Ousted Assad’s Family, Henchmen In The Dock

234radio.com 2025/1/22

In response to Syria’s brutal civil war, the family and officials of ousted president Bashar al-Assad are facing legal action in a number of nations, particularly France and Germany.

Here are some of the cases:

– France –

Assad, his brother Maher and two generals, Ghassan Abbas and Bassam al-Hassan, have been since November 14, 2023, the subjects of international arrest warrants issued by France.

They are accused of conspiring to commit war crimes and crimes against humanity as a result of the August 2013 chemical attacks.

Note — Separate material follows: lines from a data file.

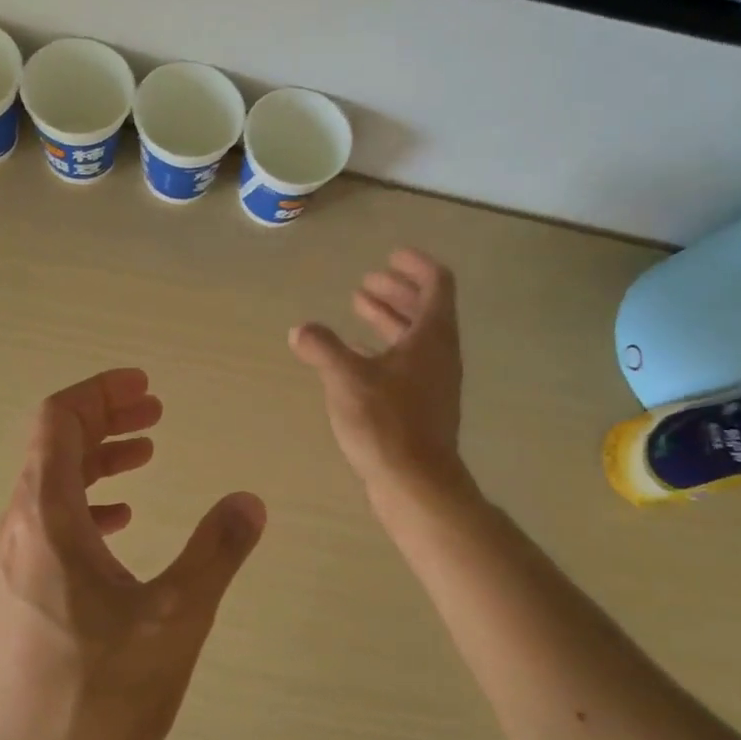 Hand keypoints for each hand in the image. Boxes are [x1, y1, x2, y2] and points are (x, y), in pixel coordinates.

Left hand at [0, 369, 265, 739]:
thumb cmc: (101, 694)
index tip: (144, 386)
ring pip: (50, 486)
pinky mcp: (17, 596)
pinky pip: (49, 523)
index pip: (59, 422)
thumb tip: (249, 501)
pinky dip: (86, 504)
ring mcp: (12, 565)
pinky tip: (121, 522)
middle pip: (53, 447)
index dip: (100, 393)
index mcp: (47, 519)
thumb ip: (216, 552)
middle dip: (105, 419)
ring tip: (145, 454)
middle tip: (155, 411)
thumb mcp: (176, 619)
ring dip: (97, 460)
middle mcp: (18, 530)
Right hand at [290, 249, 465, 498]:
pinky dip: (384, 350)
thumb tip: (300, 330)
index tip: (391, 256)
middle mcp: (439, 355)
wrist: (415, 483)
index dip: (416, 266)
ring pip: (414, 338)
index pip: (436, 284)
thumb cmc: (386, 423)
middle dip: (396, 291)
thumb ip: (323, 348)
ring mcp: (434, 383)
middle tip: (367, 283)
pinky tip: (358, 356)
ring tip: (358, 308)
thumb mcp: (346, 379)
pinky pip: (406, 364)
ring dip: (388, 319)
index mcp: (432, 337)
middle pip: (424, 309)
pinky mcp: (422, 407) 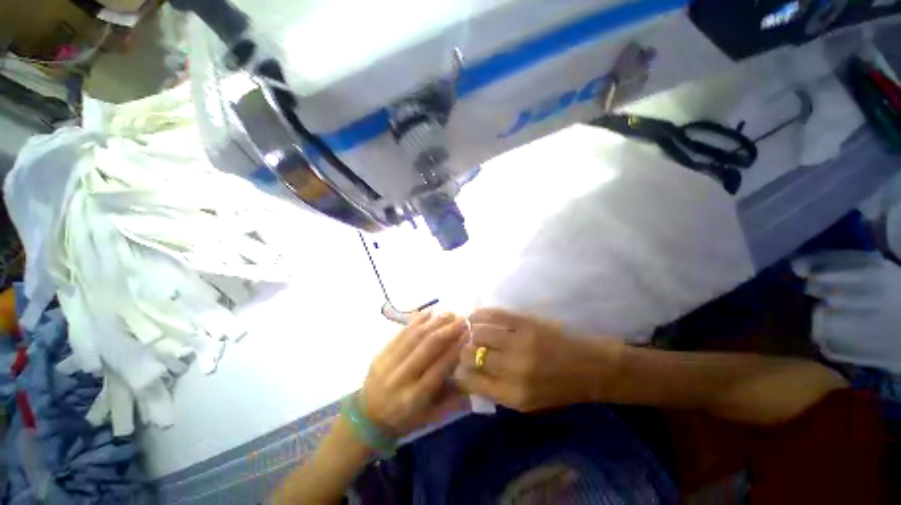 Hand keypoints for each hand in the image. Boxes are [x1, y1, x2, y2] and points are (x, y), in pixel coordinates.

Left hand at [361, 312, 468, 437]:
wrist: (365, 419)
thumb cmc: (403, 421)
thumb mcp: (430, 418)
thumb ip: (453, 402)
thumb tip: (475, 384)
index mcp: (414, 397)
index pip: (439, 367)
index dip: (455, 349)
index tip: (469, 334)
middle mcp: (401, 377)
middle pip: (427, 347)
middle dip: (447, 330)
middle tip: (463, 319)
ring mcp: (388, 362)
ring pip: (415, 336)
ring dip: (434, 322)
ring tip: (450, 313)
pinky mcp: (380, 353)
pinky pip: (401, 333)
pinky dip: (416, 320)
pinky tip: (429, 311)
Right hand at [454, 309, 622, 411]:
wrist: (591, 367)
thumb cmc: (559, 389)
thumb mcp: (528, 403)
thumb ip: (497, 391)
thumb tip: (468, 374)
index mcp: (513, 394)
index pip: (471, 381)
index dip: (459, 372)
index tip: (456, 366)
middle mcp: (513, 369)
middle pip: (471, 354)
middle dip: (462, 350)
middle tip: (462, 346)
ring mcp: (520, 342)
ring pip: (479, 332)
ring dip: (469, 331)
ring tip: (467, 330)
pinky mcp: (526, 322)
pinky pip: (495, 315)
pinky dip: (480, 314)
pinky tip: (474, 316)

The Paris appeals court’s arrest warrant for Assad was confirmed in June 2024, but prosecutors claimed in July that they had requested that the court’s highest court in France be reviewed in order to determine whether it was legitimate.

Four senior Syrian army officers are alleged to have ordered a 2017 bombardment that claimed the life of a French-Syrian civilian in the southern city of Daraa.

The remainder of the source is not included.